Tief in Niederösterreich, nah der Tschechischen Grenze, ist das verschlafene Kaff Braunschlag gelegen – ein Ort in dem verkorkste Typen einen UFO-Landeplatz betreiben und täglich auf Kontaktaufnahme der Außerirdischen hoffen, erwachsene Männer von ihrer Mutter (in Schürze) mit Nackenschlägen gemaßregelt werden, wenn sie sich vor dem Essen nicht bekreuzigen und die herunter gewirtschaftete Dorfdisco die letzte (und daher tägliche) Flucht für gescheiterte Seelen bietet. Freund Alkohol wird den quälenden Zustand der Existenz schon richten – oder zumindest ein Stück erträglicher machen. In 8 Episoden dürfen wir verschiedensten, durch und durch in ihrer Skurrilität am Anschlag rangierenden Handlungssträngen beiwohnen, in denen gestrige Denke, an die Wand gefahrene Existenzen und stereotype Klischees diverser Alltagsfiguren ihr Fett weg bekommen. Nicht zu knapp und mit sarkastischem Augenzwinkern.

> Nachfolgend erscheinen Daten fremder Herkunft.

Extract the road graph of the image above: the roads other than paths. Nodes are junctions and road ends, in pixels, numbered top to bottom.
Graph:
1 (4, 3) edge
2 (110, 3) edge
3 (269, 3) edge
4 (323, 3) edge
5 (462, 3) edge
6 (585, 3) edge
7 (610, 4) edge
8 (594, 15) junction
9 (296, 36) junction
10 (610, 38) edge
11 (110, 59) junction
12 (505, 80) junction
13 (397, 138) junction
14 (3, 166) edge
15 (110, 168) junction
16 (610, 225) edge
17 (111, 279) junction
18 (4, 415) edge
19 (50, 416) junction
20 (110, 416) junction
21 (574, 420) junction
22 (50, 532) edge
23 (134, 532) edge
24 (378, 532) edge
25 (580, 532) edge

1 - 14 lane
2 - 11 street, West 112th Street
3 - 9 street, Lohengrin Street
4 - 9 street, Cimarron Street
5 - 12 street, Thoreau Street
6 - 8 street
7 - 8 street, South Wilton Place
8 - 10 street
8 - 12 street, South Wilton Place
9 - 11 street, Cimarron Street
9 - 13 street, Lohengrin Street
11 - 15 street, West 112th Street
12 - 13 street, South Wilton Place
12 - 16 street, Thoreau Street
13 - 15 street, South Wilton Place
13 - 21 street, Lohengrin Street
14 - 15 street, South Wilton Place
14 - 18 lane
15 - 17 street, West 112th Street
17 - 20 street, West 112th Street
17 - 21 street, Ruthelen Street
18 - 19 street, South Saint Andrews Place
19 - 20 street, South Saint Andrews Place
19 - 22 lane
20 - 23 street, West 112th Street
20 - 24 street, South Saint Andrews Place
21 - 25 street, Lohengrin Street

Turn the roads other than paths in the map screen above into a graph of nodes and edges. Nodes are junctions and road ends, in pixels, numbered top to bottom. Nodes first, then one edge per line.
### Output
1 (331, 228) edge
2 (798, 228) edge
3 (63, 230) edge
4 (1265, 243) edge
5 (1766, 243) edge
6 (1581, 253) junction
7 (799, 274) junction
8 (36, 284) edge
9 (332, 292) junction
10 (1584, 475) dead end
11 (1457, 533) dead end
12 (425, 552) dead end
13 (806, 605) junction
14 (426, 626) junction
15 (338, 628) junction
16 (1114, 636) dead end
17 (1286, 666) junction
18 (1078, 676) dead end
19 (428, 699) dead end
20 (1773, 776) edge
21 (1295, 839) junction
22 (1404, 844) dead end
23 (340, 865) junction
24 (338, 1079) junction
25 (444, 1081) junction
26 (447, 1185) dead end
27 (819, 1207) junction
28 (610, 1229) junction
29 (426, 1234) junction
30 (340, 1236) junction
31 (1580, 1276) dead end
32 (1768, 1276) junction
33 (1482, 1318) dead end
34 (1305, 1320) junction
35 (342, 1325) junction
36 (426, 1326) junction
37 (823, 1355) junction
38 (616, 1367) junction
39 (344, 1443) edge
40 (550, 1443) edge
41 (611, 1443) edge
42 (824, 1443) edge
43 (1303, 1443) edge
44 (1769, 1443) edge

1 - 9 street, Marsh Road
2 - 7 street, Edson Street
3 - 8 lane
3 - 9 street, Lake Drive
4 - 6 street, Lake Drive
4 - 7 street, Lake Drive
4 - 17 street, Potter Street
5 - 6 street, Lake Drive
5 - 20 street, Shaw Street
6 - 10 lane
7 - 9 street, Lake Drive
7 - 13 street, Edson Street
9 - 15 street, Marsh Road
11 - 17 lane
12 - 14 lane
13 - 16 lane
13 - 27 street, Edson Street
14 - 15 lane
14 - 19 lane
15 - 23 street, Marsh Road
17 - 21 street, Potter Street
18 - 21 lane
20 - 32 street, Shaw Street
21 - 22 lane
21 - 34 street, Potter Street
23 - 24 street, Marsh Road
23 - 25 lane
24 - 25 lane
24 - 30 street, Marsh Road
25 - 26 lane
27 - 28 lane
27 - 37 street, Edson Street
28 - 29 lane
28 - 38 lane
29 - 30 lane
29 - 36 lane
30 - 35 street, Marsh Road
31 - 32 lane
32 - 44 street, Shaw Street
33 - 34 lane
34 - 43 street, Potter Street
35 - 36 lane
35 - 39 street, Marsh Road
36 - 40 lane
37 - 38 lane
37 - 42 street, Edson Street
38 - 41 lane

Ja, die von David Schalko in Personalunion erdachte und inszenierte Serie gestaltet sich als wundervoller Rundumschlag gegen die (vermeintlich unumkehrbar) verkalkte Provinz, mit völlig absurdem Aufhänger: Das Bier- bzw. Schnapsglas am Tresen ist für Bürgermeister Gerhard und seinen Kumpel Richard die letzte Freude – letzterer demnach in den seltensten Fällen in der Lage noch gerade zu stehen – denn Gerhard weiß nicht weiter. Durch dubiose Deals mit noch dubioseren Casino-Betreibern auf der anderen Seite der Grenze hat er Braunschlag in immense Schulden getrieben – das steigert weder seine Laune, noch die Gesamtsituation der Bürger, aber motiviert die zwei mürrischen, schwer alkoholisierten Herren zu einer unkonventionellen Aktion – ein selbstgeschaffenes Wunder soll religiös-fanatische Touristenströme in den Ort locken und diese dann die “Wirtschaft” ankurbeln. Und wer könnte besser drauf ansprechen, als der Knallkopf von der UFO-Landestelle? “Der’s schließlich eh deppert!”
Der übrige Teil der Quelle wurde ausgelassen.